Will Climate Change Affect The Economy?

The start of the new decade marks the start of a new era as climate change causes disruption in all areas of the economy. And such disruption will continue as we are forced to think differently about how we live.

A new agenda

Climate change will dominate the agenda for the next decade, as governments come to terms with the impact of taking and not taking action. The damage inflicted on the planet will be felt as people struggle with the day-to-day consequences of more regular and severe weather events. One significant outcome is already evident as the migration of people from all parts of the world takes place. And as the world’s population climbs to eight billion the number of refugees will spiral as water and habitable land trigger conflict and, at times, war.

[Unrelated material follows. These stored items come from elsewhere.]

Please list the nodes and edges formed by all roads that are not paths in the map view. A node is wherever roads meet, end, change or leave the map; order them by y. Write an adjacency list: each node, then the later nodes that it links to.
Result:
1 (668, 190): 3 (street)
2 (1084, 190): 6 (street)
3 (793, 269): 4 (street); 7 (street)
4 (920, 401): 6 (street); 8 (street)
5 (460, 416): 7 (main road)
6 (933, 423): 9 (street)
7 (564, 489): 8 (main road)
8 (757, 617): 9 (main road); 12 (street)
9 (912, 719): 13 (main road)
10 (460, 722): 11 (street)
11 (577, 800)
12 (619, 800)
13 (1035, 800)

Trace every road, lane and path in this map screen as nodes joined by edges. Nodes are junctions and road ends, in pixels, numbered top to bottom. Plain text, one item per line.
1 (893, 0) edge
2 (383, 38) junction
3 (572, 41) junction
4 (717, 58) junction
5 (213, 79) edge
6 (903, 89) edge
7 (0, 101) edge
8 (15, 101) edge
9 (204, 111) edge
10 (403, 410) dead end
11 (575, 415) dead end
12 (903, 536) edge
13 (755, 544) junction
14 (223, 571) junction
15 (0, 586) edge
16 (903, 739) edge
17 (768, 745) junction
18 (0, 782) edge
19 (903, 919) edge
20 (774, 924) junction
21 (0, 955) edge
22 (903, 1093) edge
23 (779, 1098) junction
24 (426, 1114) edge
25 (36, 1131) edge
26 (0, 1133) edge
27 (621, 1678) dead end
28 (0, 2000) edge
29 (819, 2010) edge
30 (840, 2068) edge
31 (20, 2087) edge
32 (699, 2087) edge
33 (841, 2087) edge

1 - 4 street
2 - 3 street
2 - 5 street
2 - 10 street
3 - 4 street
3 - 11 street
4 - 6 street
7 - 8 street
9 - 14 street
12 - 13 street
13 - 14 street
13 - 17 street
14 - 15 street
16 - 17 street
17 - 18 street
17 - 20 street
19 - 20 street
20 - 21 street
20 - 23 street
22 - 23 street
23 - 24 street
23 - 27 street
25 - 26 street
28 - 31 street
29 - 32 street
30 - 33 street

Climate change will force governments to make unpopular decisions, as national and international actions are taken to mitigate the damage. And there is plenty of support for those who deny the negative effects, as commercial interests lobby to stifle any meaningful progress. The difficulty faced by those who support the climate change agenda is that they threaten a commercial model based on a lucrative carbon driven economy, which is desperately protected by a whole range of special interest parties. And opposition to climate change will intensify, as politics moves to the right supported by well-funded pressure groups. The real battle of course will be fought at the ballot box through local and national elections and the outworking of the democratic process. But it will not be a repeat of traditional elections, as social media campaigns financed by a variety of actors influence outcomes in every country around the world.

Growing inequality

The negative impact of climate change is also creating a divided and unequal society. Differences between rich and poor have reached unsustainable levels, as the economy rewards those at the top while punishing those on the fringes who struggle to make a modest living. The effect of such inequality is worrying as those who succeed gain tremendous wealth and garner greater levels of influence on the decision-making process and the distribution of the tax burden. They also possess sufficient resources to protect against the worst effects while others have no choice but to suffer the consequences of decisions made without their voice. And such entrenched pockets of advantage are passed between generations, which further embeds disadvantage amongst those left behind. Not least, because they are excluded from a system that disproportionately rewards those at the top.

So, the hope of a new decade is tempered by the reality of climate change, as it starts to have a profound and long-term effect on how we live.